Extracted records
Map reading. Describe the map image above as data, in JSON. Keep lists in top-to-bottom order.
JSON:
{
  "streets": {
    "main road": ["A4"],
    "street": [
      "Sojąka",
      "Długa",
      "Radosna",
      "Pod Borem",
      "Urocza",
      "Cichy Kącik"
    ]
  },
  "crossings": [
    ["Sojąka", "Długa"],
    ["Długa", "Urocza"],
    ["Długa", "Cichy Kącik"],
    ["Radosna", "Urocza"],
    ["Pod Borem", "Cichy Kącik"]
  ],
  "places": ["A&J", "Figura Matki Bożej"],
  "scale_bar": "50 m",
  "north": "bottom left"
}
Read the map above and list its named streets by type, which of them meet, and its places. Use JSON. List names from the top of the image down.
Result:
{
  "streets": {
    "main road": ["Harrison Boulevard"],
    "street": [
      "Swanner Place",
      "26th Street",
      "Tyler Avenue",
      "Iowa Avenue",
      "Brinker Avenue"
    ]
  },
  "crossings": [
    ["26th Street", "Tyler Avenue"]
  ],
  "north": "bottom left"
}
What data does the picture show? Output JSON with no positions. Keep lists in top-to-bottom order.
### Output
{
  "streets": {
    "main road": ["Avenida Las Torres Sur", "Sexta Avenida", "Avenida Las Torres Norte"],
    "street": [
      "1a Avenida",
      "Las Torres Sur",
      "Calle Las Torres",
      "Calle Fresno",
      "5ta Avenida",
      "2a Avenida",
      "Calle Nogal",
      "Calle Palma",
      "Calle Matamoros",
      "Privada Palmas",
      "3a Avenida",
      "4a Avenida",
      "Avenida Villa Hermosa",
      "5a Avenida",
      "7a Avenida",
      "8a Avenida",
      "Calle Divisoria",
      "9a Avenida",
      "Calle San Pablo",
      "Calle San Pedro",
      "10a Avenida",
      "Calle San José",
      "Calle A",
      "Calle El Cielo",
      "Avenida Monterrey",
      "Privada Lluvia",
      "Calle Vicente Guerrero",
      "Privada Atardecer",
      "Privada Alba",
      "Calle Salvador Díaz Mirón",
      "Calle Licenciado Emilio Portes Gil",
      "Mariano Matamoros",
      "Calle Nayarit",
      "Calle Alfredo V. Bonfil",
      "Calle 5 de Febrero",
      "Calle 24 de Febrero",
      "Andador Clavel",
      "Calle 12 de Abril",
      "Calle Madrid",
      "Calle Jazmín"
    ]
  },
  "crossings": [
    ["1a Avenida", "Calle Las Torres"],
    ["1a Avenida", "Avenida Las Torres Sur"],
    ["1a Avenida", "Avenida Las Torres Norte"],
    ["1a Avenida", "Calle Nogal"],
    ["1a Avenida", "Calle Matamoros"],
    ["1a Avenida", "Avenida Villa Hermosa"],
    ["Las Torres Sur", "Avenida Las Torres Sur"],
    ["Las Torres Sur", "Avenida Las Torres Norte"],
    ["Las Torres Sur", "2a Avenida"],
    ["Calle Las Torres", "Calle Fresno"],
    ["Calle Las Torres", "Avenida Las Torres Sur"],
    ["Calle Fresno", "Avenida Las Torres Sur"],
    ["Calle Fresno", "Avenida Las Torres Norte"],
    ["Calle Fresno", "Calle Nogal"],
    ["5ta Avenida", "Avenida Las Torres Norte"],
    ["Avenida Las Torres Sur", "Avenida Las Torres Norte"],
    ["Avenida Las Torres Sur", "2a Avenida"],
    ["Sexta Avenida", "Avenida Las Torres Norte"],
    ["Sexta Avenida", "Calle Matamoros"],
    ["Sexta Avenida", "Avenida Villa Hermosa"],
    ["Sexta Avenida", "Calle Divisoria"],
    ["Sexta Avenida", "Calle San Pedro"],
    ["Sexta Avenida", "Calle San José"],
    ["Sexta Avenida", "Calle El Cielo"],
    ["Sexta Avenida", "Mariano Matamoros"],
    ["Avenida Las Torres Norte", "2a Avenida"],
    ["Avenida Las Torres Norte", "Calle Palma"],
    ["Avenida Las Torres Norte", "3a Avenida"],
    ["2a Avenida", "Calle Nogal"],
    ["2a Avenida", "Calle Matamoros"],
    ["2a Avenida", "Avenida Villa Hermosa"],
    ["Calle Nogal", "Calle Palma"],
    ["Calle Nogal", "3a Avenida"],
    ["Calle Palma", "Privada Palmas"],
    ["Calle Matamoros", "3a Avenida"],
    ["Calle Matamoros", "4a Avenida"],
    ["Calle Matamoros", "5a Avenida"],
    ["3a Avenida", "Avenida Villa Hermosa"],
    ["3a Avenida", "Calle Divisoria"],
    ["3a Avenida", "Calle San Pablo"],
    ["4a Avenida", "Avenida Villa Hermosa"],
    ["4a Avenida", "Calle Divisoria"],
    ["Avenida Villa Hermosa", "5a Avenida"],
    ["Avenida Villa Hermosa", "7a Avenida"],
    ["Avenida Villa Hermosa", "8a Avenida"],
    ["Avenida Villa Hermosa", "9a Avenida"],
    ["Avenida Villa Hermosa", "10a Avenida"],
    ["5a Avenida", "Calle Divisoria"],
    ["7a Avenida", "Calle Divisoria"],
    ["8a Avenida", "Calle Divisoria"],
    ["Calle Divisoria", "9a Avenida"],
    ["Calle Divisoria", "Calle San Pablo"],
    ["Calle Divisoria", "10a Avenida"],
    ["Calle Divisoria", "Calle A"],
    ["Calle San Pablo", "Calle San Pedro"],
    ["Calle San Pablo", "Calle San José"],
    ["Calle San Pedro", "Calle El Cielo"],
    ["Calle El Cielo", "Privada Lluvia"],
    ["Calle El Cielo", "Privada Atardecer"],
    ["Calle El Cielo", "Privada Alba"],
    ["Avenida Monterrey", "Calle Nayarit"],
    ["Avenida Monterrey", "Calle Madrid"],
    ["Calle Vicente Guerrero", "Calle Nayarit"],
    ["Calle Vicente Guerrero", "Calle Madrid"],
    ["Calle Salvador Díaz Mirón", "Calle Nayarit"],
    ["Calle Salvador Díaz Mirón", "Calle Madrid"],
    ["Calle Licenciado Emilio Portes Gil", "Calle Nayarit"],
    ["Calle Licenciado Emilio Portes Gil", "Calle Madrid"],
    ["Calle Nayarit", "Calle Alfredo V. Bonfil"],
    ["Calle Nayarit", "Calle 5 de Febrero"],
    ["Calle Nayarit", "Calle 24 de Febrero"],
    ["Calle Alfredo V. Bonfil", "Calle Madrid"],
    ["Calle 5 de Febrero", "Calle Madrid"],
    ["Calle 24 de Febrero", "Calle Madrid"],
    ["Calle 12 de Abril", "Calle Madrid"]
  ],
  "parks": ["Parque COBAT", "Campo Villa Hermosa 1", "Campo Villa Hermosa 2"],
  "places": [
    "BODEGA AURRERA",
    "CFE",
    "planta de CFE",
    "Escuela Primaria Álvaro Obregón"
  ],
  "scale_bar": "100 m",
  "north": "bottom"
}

- [Problem to solve] Without leaving anything out, transcribe the records above exactly.

- [Task solution]
Map reading. Describe the map image above as data, in JSON. Keep lists in top-to-bottom order.
JSON:
{
  "streets": {
    "main road": ["A4"],
    "street": [
      "Sojąka",
      "Długa",
      "Radosna",
      "Pod Borem",
      "Urocza",
      "Cichy Kącik"
    ]
  },
  "crossings": [
    ["Sojąka", "Długa"],
    ["Długa", "Urocza"],
    ["Długa", "Cichy Kącik"],
    ["Radosna", "Urocza"],
    ["Pod Borem", "Cichy Kącik"]
  ],
  "places": ["A&J", "Figura Matki Bożej"],
  "scale_bar": "50 m",
  "north": "bottom left"
}
Read the map above and list its named streets by type, which of them meet, and its places. Use JSON. List names from the top of the image down.
Result:
{
  "streets": {
    "main road": ["Harrison Boulevard"],
    "street": [
      "Swanner Place",
      "26th Street",
      "Tyler Avenue",
      "Iowa Avenue",
      "Brinker Avenue"
    ]
  },
  "crossings": [
    ["26th Street", "Tyler Avenue"]
  ],
  "north": "bottom left"
}
What data does the picture show? Output JSON with no positions. Keep lists in top-to-bottom order.
### Output
{
  "streets": {
    "main road": ["Avenida Las Torres Sur", "Sexta Avenida", "Avenida Las Torres Norte"],
    "street": [
      "1a Avenida",
      "Las Torres Sur",
      "Calle Las Torres",
      "Calle Fresno",
      "5ta Avenida",
      "2a Avenida",
      "Calle Nogal",
      "Calle Palma",
      "Calle Matamoros",
      "Privada Palmas",
      "3a Avenida",
      "4a Avenida",
      "Avenida Villa Hermosa",
      "5a Avenida",
      "7a Avenida",
      "8a Avenida",
      "Calle Divisoria",
      "9a Avenida",
      "Calle San Pablo",
      "Calle San Pedro",
      "10a Avenida",
      "Calle San José",
      "Calle A",
      "Calle El Cielo",
      "Avenida Monterrey",
      "Privada Lluvia",
      "Calle Vicente Guerrero",
      "Privada Atardecer",
      "Privada Alba",
      "Calle Salvador Díaz Mirón",
      "Calle Licenciado Emilio Portes Gil",
      "Mariano Matamoros",
      "Calle Nayarit",
      "Calle Alfredo V. Bonfil",
      "Calle 5 de Febrero",
      "Calle 24 de Febrero",
      "Andador Clavel",
      "Calle 12 de Abril",
      "Calle Madrid",
      "Calle Jazmín"
    ]
  },
  "crossings": [
    ["1a Avenida", "Calle Las Torres"],
    ["1a Avenida", "Avenida Las Torres Sur"],
    ["1a Avenida", "Avenida Las Torres Norte"],
    ["1a Avenida", "Calle Nogal"],
    ["1a Avenida", "Calle Matamoros"],
    ["1a Avenida", "Avenida Villa Hermosa"],
    ["Las Torres Sur", "Avenida Las Torres Sur"],
    ["Las Torres Sur", "Avenida Las Torres Norte"],
    ["Las Torres Sur", "2a Avenida"],
    ["Calle Las Torres", "Calle Fresno"],
    ["Calle Las Torres", "Avenida Las Torres Sur"],
    ["Calle Fresno", "Avenida Las Torres Sur"],
    ["Calle Fresno", "Avenida Las Torres Norte"],
    ["Calle Fresno", "Calle Nogal"],
    ["5ta Avenida", "Avenida Las Torres Norte"],
    ["Avenida Las Torres Sur", "Avenida Las Torres Norte"],
    ["Avenida Las Torres Sur", "2a Avenida"],
    ["Sexta Avenida", "Avenida Las Torres Norte"],
    ["Sexta Avenida", "Calle Matamoros"],
    ["Sexta Avenida", "Avenida Villa Hermosa"],
    ["Sexta Avenida", "Calle Divisoria"],
    ["Sexta Avenida", "Calle San Pedro"],
    ["Sexta Avenida", "Calle San José"],
    ["Sexta Avenida", "Calle El Cielo"],
    ["Sexta Avenida", "Mariano Matamoros"],
    ["Avenida Las Torres Norte", "2a Avenida"],
    ["Avenida Las Torres Norte", "Calle Palma"],
    ["Avenida Las Torres Norte", "3a Avenida"],
    ["2a Avenida", "Calle Nogal"],
    ["2a Avenida", "Calle Matamoros"],
    ["2a Avenida", "Avenida Villa Hermosa"],
    ["Calle Nogal", "Calle Palma"],
    ["Calle Nogal", "3a Avenida"],
    ["Calle Palma", "Privada Palmas"],
    ["Calle Matamoros", "3a Avenida"],
    ["Calle Matamoros", "4a Avenida"],
    ["Calle Matamoros", "5a Avenida"],
    ["3a Avenida", "Avenida Villa Hermosa"],
    ["3a Avenida", "Calle Divisoria"],
    ["3a Avenida", "Calle San Pablo"],
    ["4a Avenida", "Avenida Villa Hermosa"],
    ["4a Avenida", "Calle Divisoria"],
    ["Avenida Villa Hermosa", "5a Avenida"],
    ["Avenida Villa Hermosa", "7a Avenida"],
    ["Avenida Villa Hermosa", "8a Avenida"],
    ["Avenida Villa Hermosa", "9a Avenida"],
    ["Avenida Villa Hermosa", "10a Avenida"],
    ["5a Avenida", "Calle Divisoria"],
    ["7a Avenida", "Calle Divisoria"],
    ["8a Avenida", "Calle Divisoria"],
    ["Calle Divisoria", "9a Avenida"],
    ["Calle Divisoria", "Calle San Pablo"],
    ["Calle Divisoria", "10a Avenida"],
    ["Calle Divisoria", "Calle A"],
    ["Calle San Pablo", "Calle San Pedro"],
    ["Calle San Pablo", "Calle San José"],
    ["Calle San Pedro", "Calle El Cielo"],
    ["Calle El Cielo", "Privada Lluvia"],
    ["Calle El Cielo", "Privada Atardecer"],
    ["Calle El Cielo", "Privada Alba"],
    ["Avenida Monterrey", "Calle Nayarit"],
    ["Avenida Monterrey", "Calle Madrid"],
    ["Calle Vicente Guerrero", "Calle Nayarit"],
    ["Calle Vicente Guerrero", "Calle Madrid"],
    ["Calle Salvador Díaz Mirón", "Calle Nayarit"],
    ["Calle Salvador Díaz Mirón", "Calle Madrid"],
    ["Calle Licenciado Emilio Portes Gil", "Calle Nayarit"],
    ["Calle Licenciado Emilio Portes Gil", "Calle Madrid"],
    ["Calle Nayarit", "Calle Alfredo V. Bonfil"],
    ["Calle Nayarit", "Calle 5 de Febrero"],
    ["Calle Nayarit", "Calle 24 de Febrero"],
    ["Calle Alfredo V. Bonfil", "Calle Madrid"],
    ["Calle 5 de Febrero", "Calle Madrid"],
    ["Calle 24 de Febrero", "Calle Madrid"],
    ["Calle 12 de Abril", "Calle Madrid"]
  ],
  "parks": ["Parque COBAT", "Campo Villa Hermosa 1", "Campo Villa Hermosa 2"],
  "places": [
    "BODEGA AURRERA",
    "CFE",
    "planta de CFE",
    "Escuela Primaria Álvaro Obregón"
  ],
  "scale_bar": "100 m",
  "north": "bottom"
}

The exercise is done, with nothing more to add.